What you are asked to do
Where a picture appears, omit it; repeat everything else in the records exactly.

Records provided
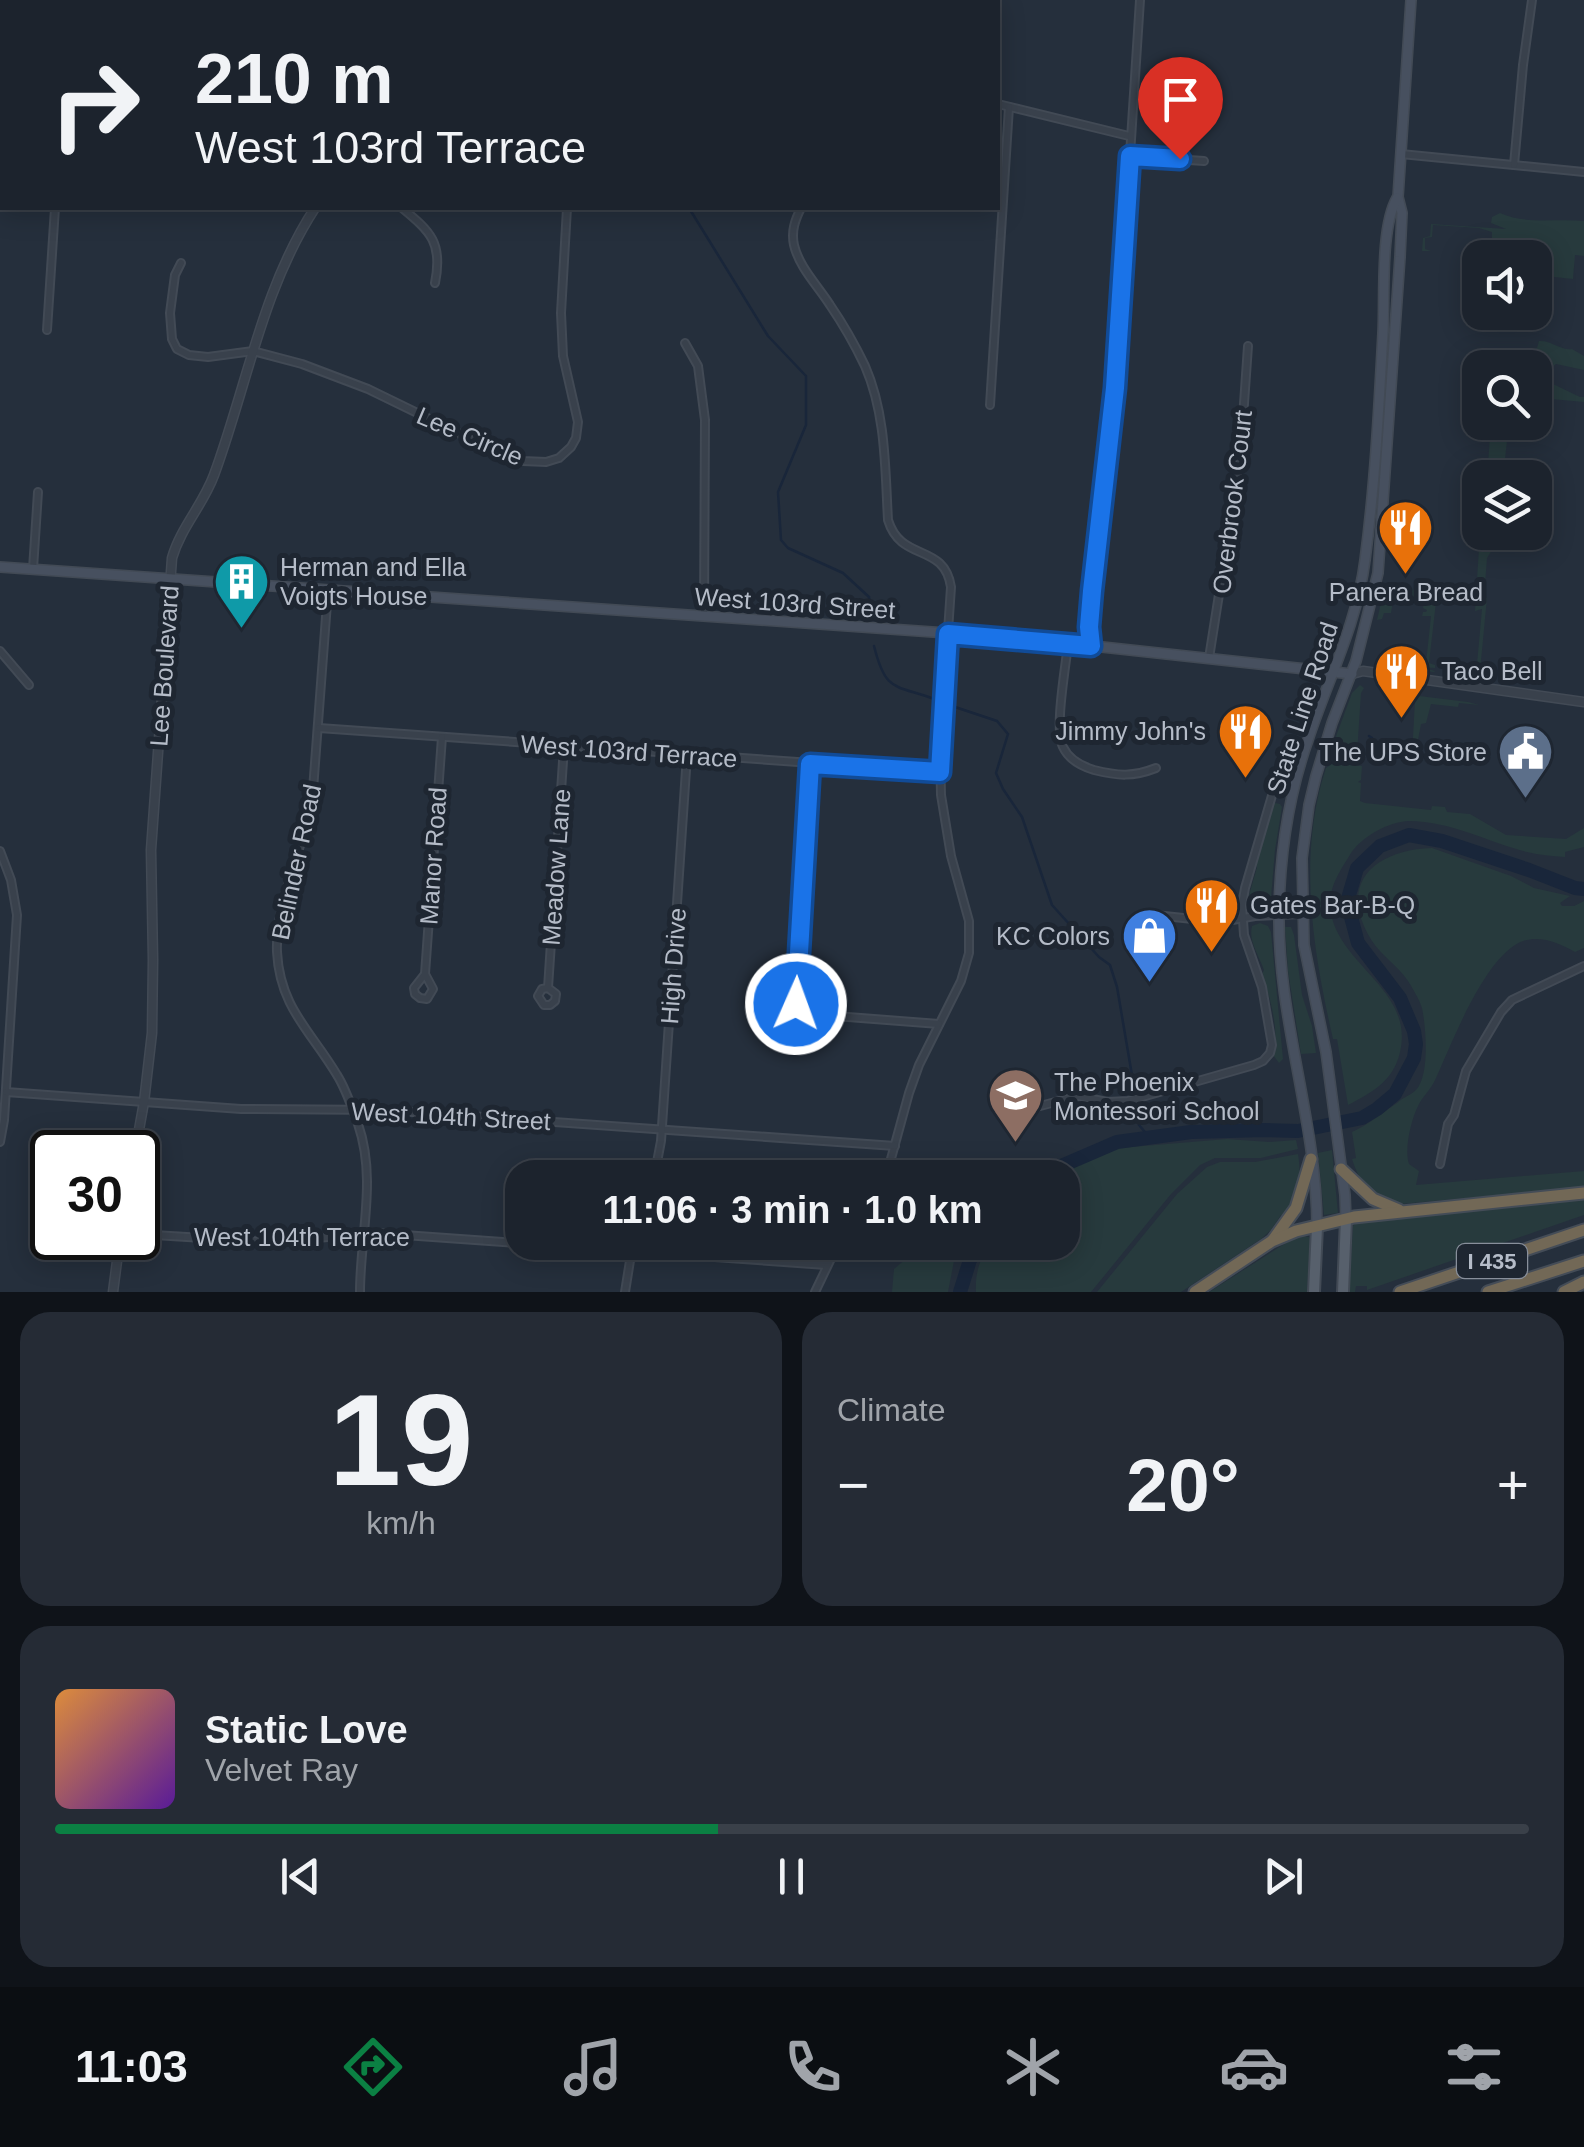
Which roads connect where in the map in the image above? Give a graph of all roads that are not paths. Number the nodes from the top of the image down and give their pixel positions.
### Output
1 (1140, 0) edge
2 (1412, 0) edge
3 (1532, 0) edge
4 (1000, 105) edge
5 (1009, 107) junction
6 (1130, 136) junction
7 (1401, 154) junction
8 (1130, 156) junction
9 (1204, 160) dead end
10 (1514, 166) junction
11 (1584, 172) edge
12 (1398, 198) junction
13 (55, 210) edge
14 (314, 210) edge
15 (404, 210) edge
16 (567, 210) edge
17 (800, 210) edge
18 (180, 263) dead end
19 (436, 283) dead end
20 (48, 330) dead end
21 (684, 343) dead end
22 (1248, 346) dead end
23 (252, 351) junction
24 (990, 405) dead end
25 (38, 492) dead end
26 (0, 567) edge
27 (33, 570) junction
28 (171, 579) junction
29 (328, 590) junction
30 (704, 616) junction
31 (948, 634) junction
32 (1068, 643) junction
33 (1091, 646) junction
34 (0, 651) edge
35 (1210, 658) junction
36 (1335, 672) junction
37 (1352, 674) junction
38 (29, 685) dead end
39 (1584, 702) edge
40 (319, 728) junction
41 (442, 738) junction
42 (564, 746) junction
43 (687, 755) junction
44 (810, 764) junction
45 (1156, 768) dead end
46 (940, 772) junction
47 (1278, 775) dead end
48 (0, 851) edge
49 (1302, 914) junction
50 (1279, 915) junction
51 (1243, 918) junction
52 (1140, 925) dead end
53 (1584, 966) edge
54 (425, 974) dead end
55 (548, 988) dead end
56 (939, 1024) junction
57 (6, 1092) junction
58 (144, 1102) junction
59 (352, 1109) junction
60 (1026, 1110) dead end
61 (662, 1129) junction
62 (139, 1130) edge
63 (0, 1142) edge
64 (895, 1146) junction
65 (1311, 1159) junction
66 (657, 1160) edge
67 (891, 1160) edge
68 (1440, 1164) dead end
69 (1341, 1169) junction
70 (1584, 1193) edge
71 (1403, 1212) junction
72 (1346, 1219) junction
73 (1318, 1227) junction
74 (1584, 1230) edge
75 (364, 1234) junction
76 (160, 1235) edge
77 (505, 1240) edge
78 (1272, 1241) junction
79 (117, 1260) edge
80 (630, 1260) edge
81 (768, 1260) edge
82 (829, 1260) edge
83 (1584, 1261) edge
84 (826, 1266) junction
85 (1584, 1282) edge
86 (113, 1292) edge
87 (360, 1292) edge
88 (626, 1292) edge
89 (814, 1292) edge
90 (1195, 1292) edge
91 (1314, 1292) edge
92 (1343, 1292) edge
93 (1400, 1292) edge
94 (1488, 1292) edge
95 (1564, 1292) edge

1 - 6 street
2 - 7 main road, State Line Road
3 - 10 street
4 - 5 street
5 - 6 street
5 - 24 street
6 - 8 street
7 - 10 street
7 - 12 main road, State Line Road
8 - 9 street
8 - 33 street
10 - 11 street
12 - 36 main road, State Line Road
12 - 37 main road, State Line Road
13 - 20 street
14 - 23 street, Lee Boulevard
15 - 19 street
16 - 23 street, Lee Circle
17 - 31 street
18 - 23 street
21 - 30 street
22 - 35 street, Overbrook Court
23 - 28 street, Lee Boulevard
25 - 27 street
26 - 27 main road, West 103rd Street
27 - 28 main road, West 103rd Street
28 - 29 main road, West 103rd Street
28 - 58 street, Lee Boulevard
29 - 30 main road, West 103rd Street
29 - 40 street, Belinder Road
30 - 31 main road, West 103rd Street
31 - 32 main road, West 103rd Street
31 - 46 street
32 - 33 main road, West 103rd Street
32 - 45 street
33 - 35 main road, West 103rd Street
34 - 38 street
35 - 36 main road, West 103rd Street
36 - 37 main road, West 103rd Street
36 - 50 main road, State Line Road
37 - 39 street, West 103rd Street
37 - 49 main road, State Line Road
40 - 41 street, West 103rd Terrace
40 - 59 street, Belinder Road
41 - 42 street, West 103rd Terrace
41 - 54 street, Manor Road
42 - 43 street, West 103rd Terrace
42 - 55 street, Meadow Lane
43 - 44 street, West 103rd Terrace
43 - 61 street, High Drive
44 - 46 street, West 103rd Terrace
44 - 56 street
46 - 56 street
47 - 51 street, State Line Road
48 - 57 street
49 - 50 street
49 - 69 main road, State Line Road
50 - 51 street
50 - 65 main road, State Line Road
51 - 52 street
51 - 60 street, State Line Road
53 - 68 street
56 - 64 street
57 - 58 street, West 104th Street
57 - 63 street
58 - 59 street, West 104th Street
58 - 62 street, Lee Boulevard
59 - 61 street, West 104th Street
59 - 75 street, Belinder Road
61 - 64 street, West 104th Street
61 - 66 street, High Drive
64 - 67 street
65 - 73 main road, State Line Road
65 - 78 highway
69 - 71 highway
69 - 72 main road, State Line Road
70 - 71 highway
71 - 72 highway
72 - 73 highway
72 - 92 main road, State Line Road
73 - 78 highway
73 - 91 main road, State Line Road
74 - 93 highway, I 435
75 - 76 street, West 104th Terrace
75 - 77 street, West 104th Terrace
75 - 87 street, Belinder Road
78 - 90 highway
79 - 86 street
80 - 88 street
81 - 84 street, West 104th Terrace
82 - 84 street
83 - 94 highway, I 435
84 - 89 street
85 - 95 highway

Output for this task
Which roads connect where in the map in the image above? Give a graph of all roads that are not paths. Number the nodes from the top of the image down and give their pixel positions.
### Output
1 (1140, 0) edge
2 (1412, 0) edge
3 (1532, 0) edge
4 (1000, 105) edge
5 (1009, 107) junction
6 (1130, 136) junction
7 (1401, 154) junction
8 (1130, 156) junction
9 (1204, 160) dead end
10 (1514, 166) junction
11 (1584, 172) edge
12 (1398, 198) junction
13 (55, 210) edge
14 (314, 210) edge
15 (404, 210) edge
16 (567, 210) edge
17 (800, 210) edge
18 (180, 263) dead end
19 (436, 283) dead end
20 (48, 330) dead end
21 (684, 343) dead end
22 (1248, 346) dead end
23 (252, 351) junction
24 (990, 405) dead end
25 (38, 492) dead end
26 (0, 567) edge
27 (33, 570) junction
28 (171, 579) junction
29 (328, 590) junction
30 (704, 616) junction
31 (948, 634) junction
32 (1068, 643) junction
33 (1091, 646) junction
34 (0, 651) edge
35 (1210, 658) junction
36 (1335, 672) junction
37 (1352, 674) junction
38 (29, 685) dead end
39 (1584, 702) edge
40 (319, 728) junction
41 (442, 738) junction
42 (564, 746) junction
43 (687, 755) junction
44 (810, 764) junction
45 (1156, 768) dead end
46 (940, 772) junction
47 (1278, 775) dead end
48 (0, 851) edge
49 (1302, 914) junction
50 (1279, 915) junction
51 (1243, 918) junction
52 (1140, 925) dead end
53 (1584, 966) edge
54 (425, 974) dead end
55 (548, 988) dead end
56 (939, 1024) junction
57 (6, 1092) junction
58 (144, 1102) junction
59 (352, 1109) junction
60 (1026, 1110) dead end
61 (662, 1129) junction
62 (139, 1130) edge
63 (0, 1142) edge
64 (895, 1146) junction
65 (1311, 1159) junction
66 (657, 1160) edge
67 (891, 1160) edge
68 (1440, 1164) dead end
69 (1341, 1169) junction
70 (1584, 1193) edge
71 (1403, 1212) junction
72 (1346, 1219) junction
73 (1318, 1227) junction
74 (1584, 1230) edge
75 (364, 1234) junction
76 (160, 1235) edge
77 (505, 1240) edge
78 (1272, 1241) junction
79 (117, 1260) edge
80 (630, 1260) edge
81 (768, 1260) edge
82 (829, 1260) edge
83 (1584, 1261) edge
84 (826, 1266) junction
85 (1584, 1282) edge
86 (113, 1292) edge
87 (360, 1292) edge
88 (626, 1292) edge
89 (814, 1292) edge
90 (1195, 1292) edge
91 (1314, 1292) edge
92 (1343, 1292) edge
93 (1400, 1292) edge
94 (1488, 1292) edge
95 (1564, 1292) edge

1 - 6 street
2 - 7 main road, State Line Road
3 - 10 street
4 - 5 street
5 - 6 street
5 - 24 street
6 - 8 street
7 - 10 street
7 - 12 main road, State Line Road
8 - 9 street
8 - 33 street
10 - 11 street
12 - 36 main road, State Line Road
12 - 37 main road, State Line Road
13 - 20 street
14 - 23 street, Lee Boulevard
15 - 19 street
16 - 23 street, Lee Circle
17 - 31 street
18 - 23 street
21 - 30 street
22 - 35 street, Overbrook Court
23 - 28 street, Lee Boulevard
25 - 27 street
26 - 27 main road, West 103rd Street
27 - 28 main road, West 103rd Street
28 - 29 main road, West 103rd Street
28 - 58 street, Lee Boulevard
29 - 30 main road, West 103rd Street
29 - 40 street, Belinder Road
30 - 31 main road, West 103rd Street
31 - 32 main road, West 103rd Street
31 - 46 street
32 - 33 main road, West 103rd Street
32 - 45 street
33 - 35 main road, West 103rd Street
34 - 38 street
35 - 36 main road, West 103rd Street
36 - 37 main road, West 103rd Street
36 - 50 main road, State Line Road
37 - 39 street, West 103rd Street
37 - 49 main road, State Line Road
40 - 41 street, West 103rd Terrace
40 - 59 street, Belinder Road
41 - 42 street, West 103rd Terrace
41 - 54 street, Manor Road
42 - 43 street, West 103rd Terrace
42 - 55 street, Meadow Lane
43 - 44 street, West 103rd Terrace
43 - 61 street, High Drive
44 - 46 street, West 103rd Terrace
44 - 56 street
46 - 56 street
47 - 51 street, State Line Road
48 - 57 street
49 - 50 street
49 - 69 main road, State Line Road
50 - 51 street
50 - 65 main road, State Line Road
51 - 52 street
51 - 60 street, State Line Road
53 - 68 street
56 - 64 street
57 - 58 street, West 104th Street
57 - 63 street
58 - 59 street, West 104th Street
58 - 62 street, Lee Boulevard
59 - 61 street, West 104th Street
59 - 75 street, Belinder Road
61 - 64 street, West 104th Street
61 - 66 street, High Drive
64 - 67 street
65 - 73 main road, State Line Road
65 - 78 highway
69 - 71 highway
69 - 72 main road, State Line Road
70 - 71 highway
71 - 72 highway
72 - 73 highway
72 - 92 main road, State Line Road
73 - 78 highway
73 - 91 main road, State Line Road
74 - 93 highway, I 435
75 - 76 street, West 104th Terrace
75 - 77 street, West 104th Terrace
75 - 87 street, Belinder Road
78 - 90 highway
79 - 86 street
80 - 88 street
81 - 84 street, West 104th Terrace
82 - 84 street
83 - 94 highway, I 435
84 - 89 street
85 - 95 highway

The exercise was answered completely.